Are the distributive permutation groups linearly primitive?

An action of a group $G$ on a set $X \neq \emptyset$ is called transitive if $\forall x,y \in X$, $\exists g \in G$ such that $g.x = y$.
It is called primitive if it is transitive and preserves no non-trivial partition of $X$.

There is the following natural type of action (of $G$ on $X$) between "primitive" and "transitive":
An action is called distributive if it is transitive and the lattice of preserved partitions is distributive.
[A primitive action is obviously distributive]

A transitive permutation group is a subgroup $G \subset S_n$ whose action on $X=\{ 1, \dots , n \}$ is transitive.
This group $G$ is called primitive (resp. distributive) if its action is primitive (resp. distributive).

Let $G \subset S_n$ be a transitive permutation group (of degree $n$) and $G_1 := \{g \in G \ \vert \ g.1=1 \}$.
Then $[G:G_1] = n$ and $G$ is a primitive (resp. distributive) permutation group iff $G_1 \subset G$ is a maximal subgroup (resp. the lattice of intermediate subgroups $\mathcal{L}(G_1 \subset G)$ is distributive).

A finite group $G$ is linearly primitive if it has a faithful complex irreducible representation.

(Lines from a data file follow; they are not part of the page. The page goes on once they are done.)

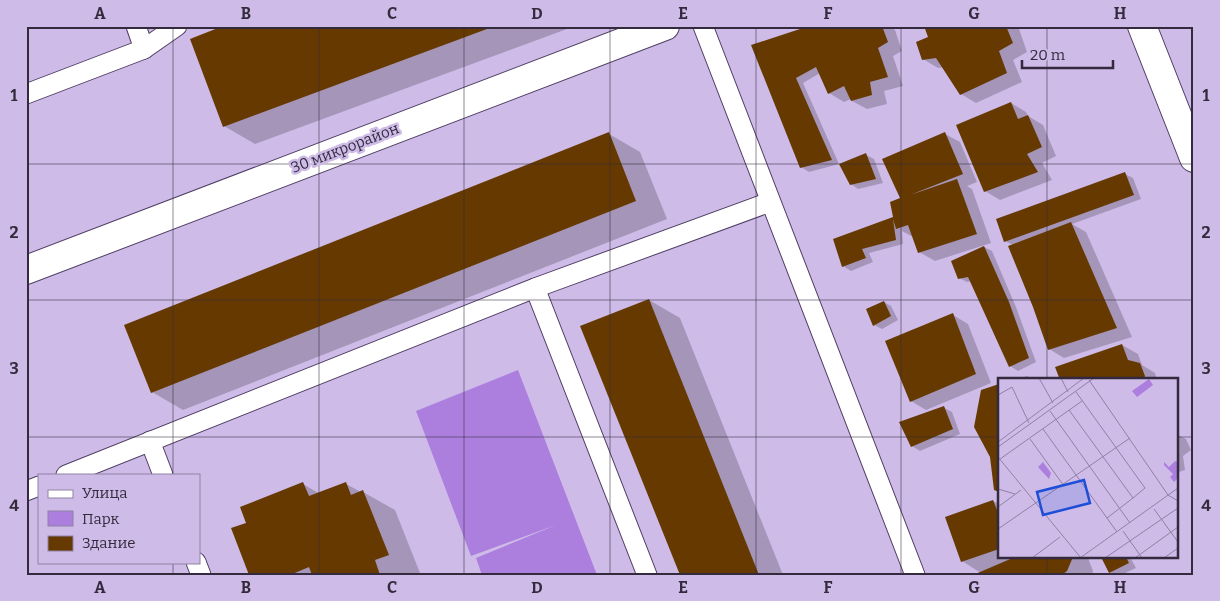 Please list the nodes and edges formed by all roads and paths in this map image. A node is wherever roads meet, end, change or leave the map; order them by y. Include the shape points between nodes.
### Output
1 (136, 26) edge
2 (177, 26) edge
3 (665, 26) edge
4 (703, 26) edge
5 (1142, 26) edge
6 (144, 49) junction
7 (26, 94) edge
8 (1194, 158) edge
9 (770, 202) junction
10 (26, 270) edge
11 (535, 288) junction
12 (150, 441) junction
13 (68, 474) edge
14 (163, 474) edge
15 (38, 486) edge
16 (26, 491) edge
17 (646, 575) edge
18 (915, 575) edge

1 - 6 lane
2 - 6 lane
3 - 10 street, 30 микрорайон
4 - 9 lane
5 - 8 street
6 - 7 lane
9 - 11 lane
9 - 18 lane
11 - 12 lane
11 - 17 lane
12 - 13 lane
12 - 14 lane
15 - 16 lane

Question: Are the distributive permutation groups linearly primitive?
Remark: I've checked by a GAP computation that it's true for $n=[G:G_1] \le 31$ and $\vert G \vert \le 10^4$ (and also checked for $\vert G \vert \le 10^5$ except indices $24$ and $30$).
Moreover, all the primitive permutation groups are linearly primitive (see this post).

Jan 3, 2014

Every finite group $G$ admits a faithful transitive action on $X = G$.
There are groups without faithful primitive action, for example the cyclic group (of non-prime order).

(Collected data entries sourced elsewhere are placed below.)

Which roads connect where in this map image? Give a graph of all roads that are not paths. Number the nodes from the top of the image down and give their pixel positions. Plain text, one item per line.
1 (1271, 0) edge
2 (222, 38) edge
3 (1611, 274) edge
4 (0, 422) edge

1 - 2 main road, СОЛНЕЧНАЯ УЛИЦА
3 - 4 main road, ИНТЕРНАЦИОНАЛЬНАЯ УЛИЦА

Remark: An abelian finite group $G$ is linearly primitive iff it admits a faithful distributive action.
Proof: On one hand, $G$ admits a faithful complex irreducible representation iff it is a subgroup of $\mathbb{C}$, iff it is cyclic. On the other hand, $\mathcal{L}(G_1 \subset G)$ is distributive, but $G_1 = 1$ because it is core-free, so the result follows by a theorem of Øystein Ore: a finite group $G$ is cyclic iff $\mathcal{L}(G)$ is distributive. $\square$

Generalization of the above remark to the non-abelian case:
Bonus question: Is a group linearly primitive iff it admits a faithful distributive action?

Jan 4, 2014

Answer of the bonus question: No, see the first comment of Derek. In fact, the first counterexample is the quaternion group $Q$: it is linearly primitive but has no faithful distributive action.

A lattice is called endistributive if the sublattice generated by the join prime elements, is distributive.
An action of a group $G$ on a set $X$ is called endistributive if it is transitive and the lattice of preserved partitions is endistributive. [A distributive action is obviously endistributive]
The lattice $\mathcal{L}(Q)$ is endistributive, so $Q$ has a faithful degree $8$ endistributive action.

Bonus question 2: Is a group linearly primitive iff it admits a faithful endistributive action?

Remark: the second condition means, in others words, that $G$ admits a core-free subgroup $H$ such that $\mathcal{L}(H \subset K)$ is distributive, with $K$ the group generated by the minimal overgroups of $H$ in $G$.
It is immediately verified if $G$ admits a unique minimal subgroup, or a core-free maximal subgroup.

Remark: Here are GAP checks about the bonus question 2:
$(\Leftarrow)$: $\vert G \vert \le 10^4$ and degree $\le 31$, or $\vert G \vert \le 10^5$ except degrees $24$ and $30$.
$(\Rightarrow)$: $\vert G \vert < 512$ (except $256$) for any degree, or $\vert G \vert \le 10^3$ and degree $\le 31$, except $24$.